RECORDED INFORMATION »
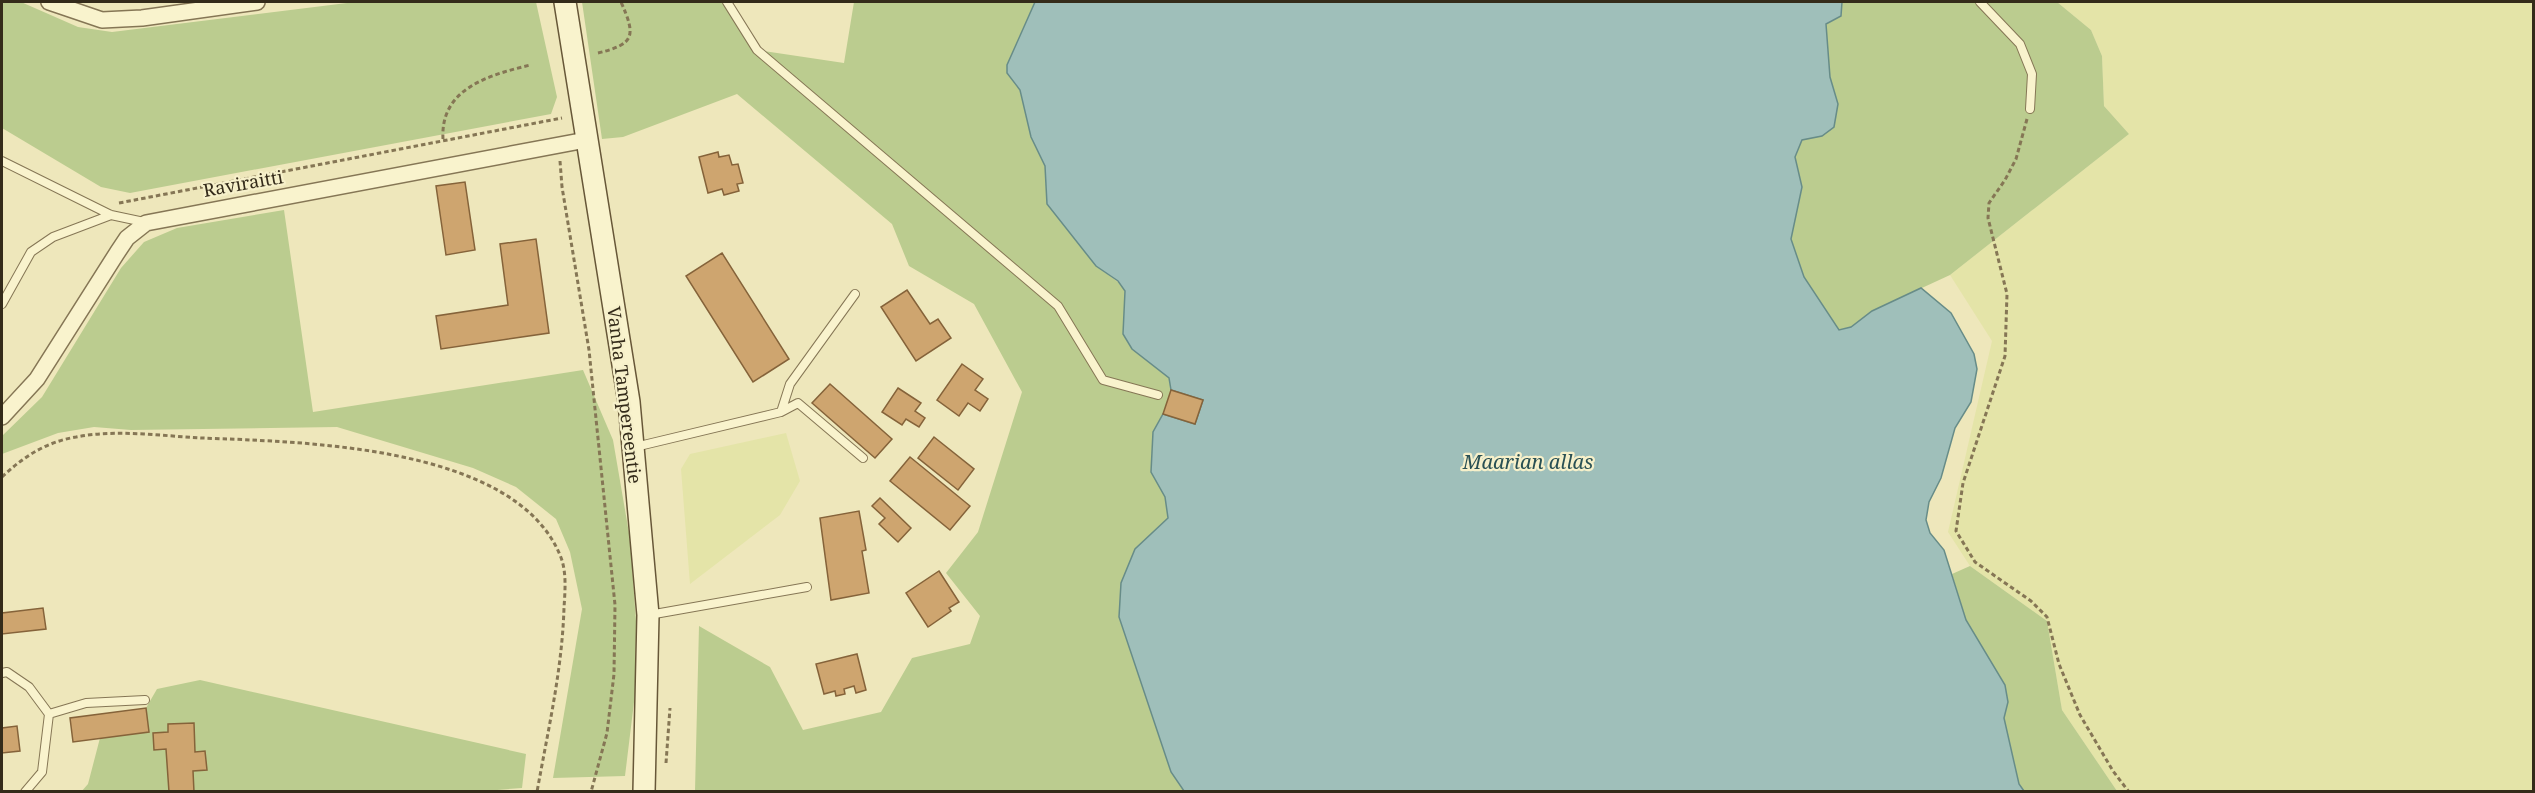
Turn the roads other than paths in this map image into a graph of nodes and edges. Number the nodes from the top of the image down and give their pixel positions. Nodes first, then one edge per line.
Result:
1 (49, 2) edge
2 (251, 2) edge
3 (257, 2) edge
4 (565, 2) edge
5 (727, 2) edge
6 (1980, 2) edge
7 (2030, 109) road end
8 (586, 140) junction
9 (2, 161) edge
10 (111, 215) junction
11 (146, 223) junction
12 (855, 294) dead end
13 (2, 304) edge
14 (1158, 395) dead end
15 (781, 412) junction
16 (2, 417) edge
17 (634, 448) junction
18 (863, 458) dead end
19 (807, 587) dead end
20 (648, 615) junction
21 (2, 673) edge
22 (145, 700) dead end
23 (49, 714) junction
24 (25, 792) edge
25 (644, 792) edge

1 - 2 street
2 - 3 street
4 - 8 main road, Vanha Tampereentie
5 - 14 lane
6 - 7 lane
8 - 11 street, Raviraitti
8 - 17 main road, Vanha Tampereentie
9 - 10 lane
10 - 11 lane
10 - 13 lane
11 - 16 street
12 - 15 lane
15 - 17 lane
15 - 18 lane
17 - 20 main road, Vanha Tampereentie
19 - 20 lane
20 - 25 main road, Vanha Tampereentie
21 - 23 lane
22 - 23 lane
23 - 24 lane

ACTIVITY » Set the listing down exactly, without its pictures.

TASK ANSWER »
Turn the roads other than paths in this map image into a graph of nodes and edges. Number the nodes from the top of the image down and give their pixel positions. Nodes first, then one edge per line.
Result:
1 (49, 2) edge
2 (251, 2) edge
3 (257, 2) edge
4 (565, 2) edge
5 (727, 2) edge
6 (1980, 2) edge
7 (2030, 109) road end
8 (586, 140) junction
9 (2, 161) edge
10 (111, 215) junction
11 (146, 223) junction
12 (855, 294) dead end
13 (2, 304) edge
14 (1158, 395) dead end
15 (781, 412) junction
16 (2, 417) edge
17 (634, 448) junction
18 (863, 458) dead end
19 (807, 587) dead end
20 (648, 615) junction
21 (2, 673) edge
22 (145, 700) dead end
23 (49, 714) junction
24 (25, 792) edge
25 (644, 792) edge

1 - 2 street
2 - 3 street
4 - 8 main road, Vanha Tampereentie
5 - 14 lane
6 - 7 lane
8 - 11 street, Raviraitti
8 - 17 main road, Vanha Tampereentie
9 - 10 lane
10 - 11 lane
10 - 13 lane
11 - 16 street
12 - 15 lane
15 - 17 lane
15 - 18 lane
17 - 20 main road, Vanha Tampereentie
19 - 20 lane
20 - 25 main road, Vanha Tampereentie
21 - 23 lane
22 - 23 lane
23 - 24 lane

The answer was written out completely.